Depending on fire severity, rabbitbrush, Utah serviceberry (Amelanchier utahensis), desert peach (Prunus andersonii) and mountain snowberry (Symphoricarpos orbiculatus) may increase after fire due to their ability to sprout. Douglas’ rabbitbrush is top-killed by fire, but sprouts vigorously after fire (Kuntz 1982, Akinsoji 1988). Mountain snowberry is also top-killed by fire, but resprouts after fire from rhizomes (Leege and Hickey 1971, Noste and Bushey 1987). Snowberry has been noted to regenerate well and exceed pre-burn biomass in the third season after a fire (Merrill et al. 1982). Utah serviceberry resprouts from the root crown. If balsamroot is common before fire, they will increase after fire or with heavy grazing (Wright 1985). As cheatgrass increases fire frequencies will also increase, at frequencies between 0.23 and 0.43 times a year, even sprouting shrubs such as rabbitbrush will not survive (Whisenant 1990).

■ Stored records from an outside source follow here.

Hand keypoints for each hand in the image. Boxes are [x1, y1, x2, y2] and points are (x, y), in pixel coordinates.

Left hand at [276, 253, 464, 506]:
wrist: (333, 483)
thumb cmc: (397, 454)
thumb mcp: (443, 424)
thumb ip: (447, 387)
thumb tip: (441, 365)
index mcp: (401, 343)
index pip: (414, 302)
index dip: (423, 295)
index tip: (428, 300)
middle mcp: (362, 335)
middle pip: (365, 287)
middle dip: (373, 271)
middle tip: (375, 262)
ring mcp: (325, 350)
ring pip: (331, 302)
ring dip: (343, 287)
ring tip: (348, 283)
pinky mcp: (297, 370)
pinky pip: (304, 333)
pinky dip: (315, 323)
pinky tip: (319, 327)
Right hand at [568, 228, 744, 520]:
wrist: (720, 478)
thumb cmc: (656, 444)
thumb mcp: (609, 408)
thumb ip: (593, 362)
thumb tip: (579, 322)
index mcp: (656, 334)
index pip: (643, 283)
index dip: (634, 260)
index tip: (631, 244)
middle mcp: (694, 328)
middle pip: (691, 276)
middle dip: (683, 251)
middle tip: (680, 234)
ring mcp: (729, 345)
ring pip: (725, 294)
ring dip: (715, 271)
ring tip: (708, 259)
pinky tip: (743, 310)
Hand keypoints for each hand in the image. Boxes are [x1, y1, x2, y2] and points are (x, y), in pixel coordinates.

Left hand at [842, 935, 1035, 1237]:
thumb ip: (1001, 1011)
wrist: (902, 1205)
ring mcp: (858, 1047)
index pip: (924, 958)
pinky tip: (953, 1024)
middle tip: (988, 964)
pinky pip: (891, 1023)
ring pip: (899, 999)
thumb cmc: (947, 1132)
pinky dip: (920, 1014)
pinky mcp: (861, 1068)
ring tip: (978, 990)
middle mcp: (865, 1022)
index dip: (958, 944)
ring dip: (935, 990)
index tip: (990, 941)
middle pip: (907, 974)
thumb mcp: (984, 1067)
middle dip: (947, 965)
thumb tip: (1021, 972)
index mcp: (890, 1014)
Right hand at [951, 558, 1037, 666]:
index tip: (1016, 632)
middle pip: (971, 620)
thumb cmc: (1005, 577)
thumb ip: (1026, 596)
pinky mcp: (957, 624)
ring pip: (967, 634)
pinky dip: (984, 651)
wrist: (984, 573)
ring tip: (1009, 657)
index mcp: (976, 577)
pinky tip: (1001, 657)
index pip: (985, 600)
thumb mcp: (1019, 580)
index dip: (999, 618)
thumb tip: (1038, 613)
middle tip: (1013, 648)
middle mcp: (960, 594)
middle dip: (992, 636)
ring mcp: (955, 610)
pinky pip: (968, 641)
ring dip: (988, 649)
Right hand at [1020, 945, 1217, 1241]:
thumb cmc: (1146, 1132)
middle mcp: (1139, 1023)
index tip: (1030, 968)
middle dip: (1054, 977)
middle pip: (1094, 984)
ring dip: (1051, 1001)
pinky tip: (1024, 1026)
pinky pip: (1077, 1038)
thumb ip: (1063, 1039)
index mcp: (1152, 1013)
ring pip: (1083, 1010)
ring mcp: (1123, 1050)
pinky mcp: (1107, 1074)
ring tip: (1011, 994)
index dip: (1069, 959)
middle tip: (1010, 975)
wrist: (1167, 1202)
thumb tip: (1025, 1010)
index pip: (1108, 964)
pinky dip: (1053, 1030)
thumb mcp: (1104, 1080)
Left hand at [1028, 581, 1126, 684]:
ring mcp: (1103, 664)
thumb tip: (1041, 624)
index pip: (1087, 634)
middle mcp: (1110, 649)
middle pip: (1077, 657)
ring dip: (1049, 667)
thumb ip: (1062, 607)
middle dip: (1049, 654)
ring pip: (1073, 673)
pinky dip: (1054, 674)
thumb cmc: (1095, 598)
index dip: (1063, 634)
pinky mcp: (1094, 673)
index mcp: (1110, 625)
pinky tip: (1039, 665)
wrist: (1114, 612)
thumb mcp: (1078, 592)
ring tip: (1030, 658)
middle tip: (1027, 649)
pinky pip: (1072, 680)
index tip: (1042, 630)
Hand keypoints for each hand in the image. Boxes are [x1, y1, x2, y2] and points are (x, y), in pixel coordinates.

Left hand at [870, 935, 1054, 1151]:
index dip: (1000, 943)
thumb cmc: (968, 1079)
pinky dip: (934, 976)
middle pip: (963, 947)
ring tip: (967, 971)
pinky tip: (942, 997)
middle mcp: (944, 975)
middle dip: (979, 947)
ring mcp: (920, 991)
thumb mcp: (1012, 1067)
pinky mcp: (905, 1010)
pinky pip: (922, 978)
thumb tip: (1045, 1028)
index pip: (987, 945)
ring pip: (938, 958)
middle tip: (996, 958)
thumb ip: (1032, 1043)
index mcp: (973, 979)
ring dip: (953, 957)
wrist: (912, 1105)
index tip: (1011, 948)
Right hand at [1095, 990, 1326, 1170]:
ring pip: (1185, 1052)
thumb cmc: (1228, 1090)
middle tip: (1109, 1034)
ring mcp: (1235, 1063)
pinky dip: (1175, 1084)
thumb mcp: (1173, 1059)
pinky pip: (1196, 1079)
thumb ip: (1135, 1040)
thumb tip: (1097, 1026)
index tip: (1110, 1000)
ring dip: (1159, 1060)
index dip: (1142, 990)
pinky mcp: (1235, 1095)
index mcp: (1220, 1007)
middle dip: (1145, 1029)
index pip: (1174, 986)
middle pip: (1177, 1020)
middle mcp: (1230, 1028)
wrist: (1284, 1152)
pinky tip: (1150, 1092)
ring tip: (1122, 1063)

The effect of fire on bunchgrasses relates to culm density, culm-leaf morphology, and the size of the plant. The initial condition of bunchgrasses within the site along with seasonality and intensity of the fire all factor into the individual species response. For most forbs and grasses the growing points are located at or below the soil surface providing relative protection from disturbances which decrease above ground biomass, such as grazing or fire. Thus, fire mortality is more correlated to duration and intensity of heat which is related to culm density, culm-leaf morphology, size of plant and abundance of old growth (Wright 1971, Young 1983)
Idaho fescue response to fire varies with condition and size of the plant, season and severity of fire, and ecological conditions. Mature Idaho fescue plants are commonly reported to be severely damaged by fire in all seasons (Wright et al. 1979). Initial mortality may be high (in excess of 75%) on severe burns, but usually varies from 20 to 50 percent (Barrington et al 1988). Rapid burns have been found to leave little damage to root crowns, and new tillers are produced with onset of fall moisture (Johnson et al. 1994). However, Wright and others (1979) found the dense, fine leaves of Idaho fescue provided enough fuel to burn for hours after a fire had passed, thereby killing or seriously injuring the plant regardless of the intensity of the fire (Wright et al. 1979). Idaho fescue is commonly reported to be more sensitive to fire than the other prominent grass on this site, bluebunch wheatgrass (Conrad and Poulton 1966). However, (Robberecht and Defosse 1995) suggested the latter was more sensitive. They observed culm and biomass reduction with moderate fire severity in bluebunch wheatgrass, whereas a high fire severity was required for this reduction in Idaho fescue. Also, given the same fire severity treatment, post-fire culm production was initiated earlier and more rapidly in Idaho fescue (Robberecht and Defosse 1995).
Bluebunch wheatgrass has coarse stems with little leafy material, therefore the aboveground biomass burns rapidly and little heat is transferred downward into the crowns (Young 1983). Bluebunch wheatgrass was described as fairly tolerant of burning, other than in early spring in eastern Oregon (Britton et al. 1990). Uresk et al. (1976) reported burning increased vegetative and reproductive vigor of bluebunch wheatgrass. Thus, bluebunch wheatgrass is considered to experience slight damage to fire but is more susceptible in drought years (Young 1983). Most authors classify the plant as undamaged by fire (Kuntz 1982).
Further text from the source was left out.